[Start of Attachment]

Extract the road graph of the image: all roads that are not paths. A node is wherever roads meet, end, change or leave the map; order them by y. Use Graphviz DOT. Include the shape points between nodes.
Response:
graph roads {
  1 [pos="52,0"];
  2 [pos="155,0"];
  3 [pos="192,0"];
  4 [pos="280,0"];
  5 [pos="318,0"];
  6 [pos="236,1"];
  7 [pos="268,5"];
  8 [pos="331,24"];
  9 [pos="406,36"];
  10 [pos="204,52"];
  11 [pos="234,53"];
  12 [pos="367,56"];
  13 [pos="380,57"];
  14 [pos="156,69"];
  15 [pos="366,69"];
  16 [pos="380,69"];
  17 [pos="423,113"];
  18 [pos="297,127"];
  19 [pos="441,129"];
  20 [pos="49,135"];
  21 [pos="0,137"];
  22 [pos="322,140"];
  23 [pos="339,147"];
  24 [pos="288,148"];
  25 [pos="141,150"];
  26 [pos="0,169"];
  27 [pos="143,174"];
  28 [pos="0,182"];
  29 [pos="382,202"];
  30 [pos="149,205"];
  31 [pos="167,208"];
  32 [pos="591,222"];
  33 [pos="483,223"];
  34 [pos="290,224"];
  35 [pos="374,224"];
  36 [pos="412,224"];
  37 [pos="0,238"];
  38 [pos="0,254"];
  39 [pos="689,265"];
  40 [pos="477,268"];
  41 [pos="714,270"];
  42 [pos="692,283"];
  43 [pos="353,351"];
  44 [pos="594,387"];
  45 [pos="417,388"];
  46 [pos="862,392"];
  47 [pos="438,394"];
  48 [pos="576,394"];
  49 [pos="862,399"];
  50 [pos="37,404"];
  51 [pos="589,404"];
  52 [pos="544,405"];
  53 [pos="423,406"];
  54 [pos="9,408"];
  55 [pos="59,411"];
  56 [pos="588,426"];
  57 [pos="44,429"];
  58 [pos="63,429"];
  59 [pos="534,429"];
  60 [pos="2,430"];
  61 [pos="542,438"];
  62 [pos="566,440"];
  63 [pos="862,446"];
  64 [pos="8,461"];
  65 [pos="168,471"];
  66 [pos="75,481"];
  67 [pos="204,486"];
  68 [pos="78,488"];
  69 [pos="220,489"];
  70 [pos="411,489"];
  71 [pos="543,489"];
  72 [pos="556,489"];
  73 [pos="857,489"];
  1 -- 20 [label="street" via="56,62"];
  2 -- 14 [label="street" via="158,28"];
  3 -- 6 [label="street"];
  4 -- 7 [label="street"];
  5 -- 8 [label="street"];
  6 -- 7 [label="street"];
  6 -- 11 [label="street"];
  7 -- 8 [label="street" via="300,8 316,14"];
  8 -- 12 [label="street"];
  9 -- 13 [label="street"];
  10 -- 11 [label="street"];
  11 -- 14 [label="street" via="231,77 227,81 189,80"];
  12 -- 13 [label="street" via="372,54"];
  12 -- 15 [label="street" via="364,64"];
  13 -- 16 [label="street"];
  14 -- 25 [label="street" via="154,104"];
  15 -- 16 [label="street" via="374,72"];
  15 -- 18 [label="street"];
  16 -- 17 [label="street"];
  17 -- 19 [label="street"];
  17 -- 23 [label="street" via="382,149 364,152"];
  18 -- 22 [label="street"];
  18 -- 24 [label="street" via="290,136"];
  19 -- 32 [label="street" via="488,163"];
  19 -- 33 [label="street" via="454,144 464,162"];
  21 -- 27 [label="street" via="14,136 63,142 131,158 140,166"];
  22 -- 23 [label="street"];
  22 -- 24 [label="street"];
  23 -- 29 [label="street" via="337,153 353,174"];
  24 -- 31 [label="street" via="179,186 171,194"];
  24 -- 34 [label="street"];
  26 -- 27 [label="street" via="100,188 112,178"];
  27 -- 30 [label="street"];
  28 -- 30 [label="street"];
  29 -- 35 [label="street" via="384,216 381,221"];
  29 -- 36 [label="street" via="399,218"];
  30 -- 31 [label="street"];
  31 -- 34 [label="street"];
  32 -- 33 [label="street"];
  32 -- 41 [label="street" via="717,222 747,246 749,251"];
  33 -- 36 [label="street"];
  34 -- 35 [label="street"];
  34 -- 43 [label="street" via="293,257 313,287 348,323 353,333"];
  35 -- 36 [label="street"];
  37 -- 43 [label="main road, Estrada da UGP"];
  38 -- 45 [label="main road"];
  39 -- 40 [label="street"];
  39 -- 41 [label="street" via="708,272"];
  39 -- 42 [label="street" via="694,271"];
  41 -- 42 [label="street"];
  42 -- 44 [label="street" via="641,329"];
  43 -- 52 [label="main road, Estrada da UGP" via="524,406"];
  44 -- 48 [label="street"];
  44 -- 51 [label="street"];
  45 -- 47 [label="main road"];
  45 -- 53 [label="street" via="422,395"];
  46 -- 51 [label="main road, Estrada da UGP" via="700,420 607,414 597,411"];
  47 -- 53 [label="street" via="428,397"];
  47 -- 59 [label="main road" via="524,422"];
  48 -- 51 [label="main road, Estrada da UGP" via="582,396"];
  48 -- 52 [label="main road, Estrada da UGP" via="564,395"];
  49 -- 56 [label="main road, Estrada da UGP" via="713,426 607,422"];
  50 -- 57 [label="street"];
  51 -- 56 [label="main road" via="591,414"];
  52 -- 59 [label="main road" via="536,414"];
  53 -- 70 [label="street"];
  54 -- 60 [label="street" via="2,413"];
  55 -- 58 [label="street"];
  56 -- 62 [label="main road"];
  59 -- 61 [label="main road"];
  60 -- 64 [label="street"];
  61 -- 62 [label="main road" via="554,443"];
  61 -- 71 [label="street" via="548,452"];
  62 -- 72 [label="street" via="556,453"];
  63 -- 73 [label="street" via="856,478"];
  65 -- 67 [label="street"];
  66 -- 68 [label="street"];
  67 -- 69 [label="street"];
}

[End of Attachment]

WHAT YOU SHOULD DO = How many lines of the listing above carry the string "roads"? Report that number with no other text.

EXERCISE ANSWER = 2